**Provided information:**
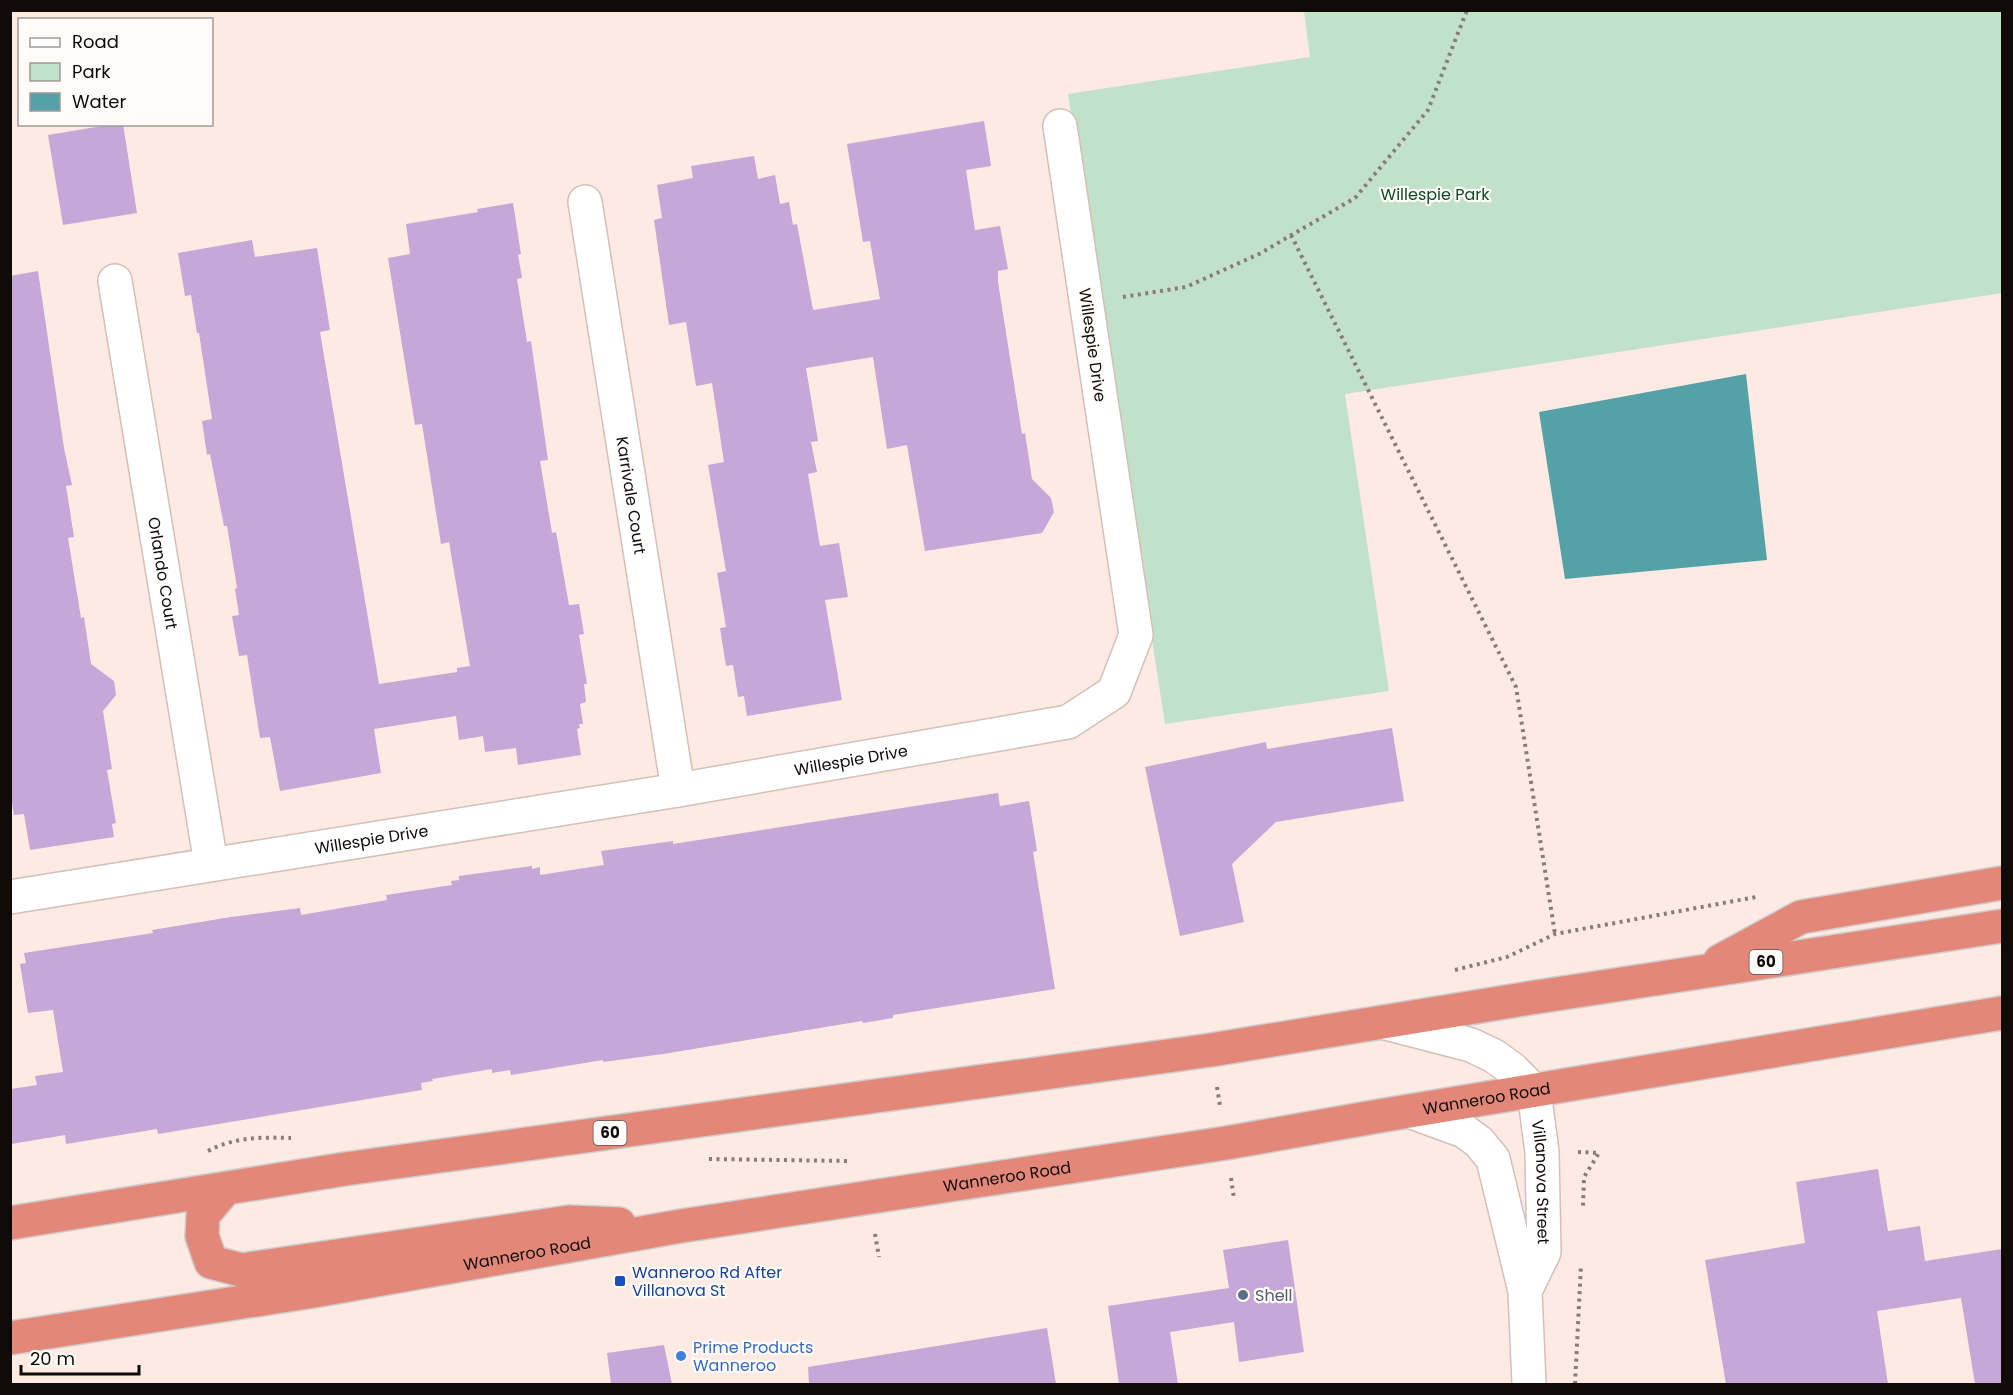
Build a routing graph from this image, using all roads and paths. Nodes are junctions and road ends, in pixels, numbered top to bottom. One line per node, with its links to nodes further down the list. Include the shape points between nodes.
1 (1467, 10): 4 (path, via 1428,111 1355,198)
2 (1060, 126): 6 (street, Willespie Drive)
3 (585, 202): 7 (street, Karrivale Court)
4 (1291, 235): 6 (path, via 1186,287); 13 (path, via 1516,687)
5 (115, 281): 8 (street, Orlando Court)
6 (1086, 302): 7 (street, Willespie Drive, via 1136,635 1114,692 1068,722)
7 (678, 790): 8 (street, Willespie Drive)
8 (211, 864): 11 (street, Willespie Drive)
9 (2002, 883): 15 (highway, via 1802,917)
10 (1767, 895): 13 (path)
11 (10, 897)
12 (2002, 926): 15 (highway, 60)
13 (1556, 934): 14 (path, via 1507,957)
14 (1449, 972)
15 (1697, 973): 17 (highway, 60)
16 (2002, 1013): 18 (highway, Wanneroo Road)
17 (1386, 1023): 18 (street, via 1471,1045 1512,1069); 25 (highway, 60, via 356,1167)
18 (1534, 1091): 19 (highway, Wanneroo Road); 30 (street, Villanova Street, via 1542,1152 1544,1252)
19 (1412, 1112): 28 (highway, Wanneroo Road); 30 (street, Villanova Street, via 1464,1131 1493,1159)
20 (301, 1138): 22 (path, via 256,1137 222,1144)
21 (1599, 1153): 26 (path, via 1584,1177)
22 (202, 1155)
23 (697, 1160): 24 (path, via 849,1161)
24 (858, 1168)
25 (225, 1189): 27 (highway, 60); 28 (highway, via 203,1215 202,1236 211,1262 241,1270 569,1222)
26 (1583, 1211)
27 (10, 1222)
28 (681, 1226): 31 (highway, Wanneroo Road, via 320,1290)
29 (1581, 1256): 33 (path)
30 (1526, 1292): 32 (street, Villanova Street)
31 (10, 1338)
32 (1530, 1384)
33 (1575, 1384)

**Action item:** Retype the whole listing above exactly as written. Skip the pictures.

**Solution to this exercise:**
Build a routing graph from this image, using all roads and paths. Nodes are junctions and road ends, in pixels, numbered top to bottom. One line per node, with its links to nodes further down the list. Include the shape points between nodes.
1 (1467, 10): 4 (path, via 1428,111 1355,198)
2 (1060, 126): 6 (street, Willespie Drive)
3 (585, 202): 7 (street, Karrivale Court)
4 (1291, 235): 6 (path, via 1186,287); 13 (path, via 1516,687)
5 (115, 281): 8 (street, Orlando Court)
6 (1086, 302): 7 (street, Willespie Drive, via 1136,635 1114,692 1068,722)
7 (678, 790): 8 (street, Willespie Drive)
8 (211, 864): 11 (street, Willespie Drive)
9 (2002, 883): 15 (highway, via 1802,917)
10 (1767, 895): 13 (path)
11 (10, 897)
12 (2002, 926): 15 (highway, 60)
13 (1556, 934): 14 (path, via 1507,957)
14 (1449, 972)
15 (1697, 973): 17 (highway, 60)
16 (2002, 1013): 18 (highway, Wanneroo Road)
17 (1386, 1023): 18 (street, via 1471,1045 1512,1069); 25 (highway, 60, via 356,1167)
18 (1534, 1091): 19 (highway, Wanneroo Road); 30 (street, Villanova Street, via 1542,1152 1544,1252)
19 (1412, 1112): 28 (highway, Wanneroo Road); 30 (street, Villanova Street, via 1464,1131 1493,1159)
20 (301, 1138): 22 (path, via 256,1137 222,1144)
21 (1599, 1153): 26 (path, via 1584,1177)
22 (202, 1155)
23 (697, 1160): 24 (path, via 849,1161)
24 (858, 1168)
25 (225, 1189): 27 (highway, 60); 28 (highway, via 203,1215 202,1236 211,1262 241,1270 569,1222)
26 (1583, 1211)
27 (10, 1222)
28 (681, 1226): 31 (highway, Wanneroo Road, via 320,1290)
29 (1581, 1256): 33 (path)
30 (1526, 1292): 32 (street, Villanova Street)
31 (10, 1338)
32 (1530, 1384)
33 (1575, 1384)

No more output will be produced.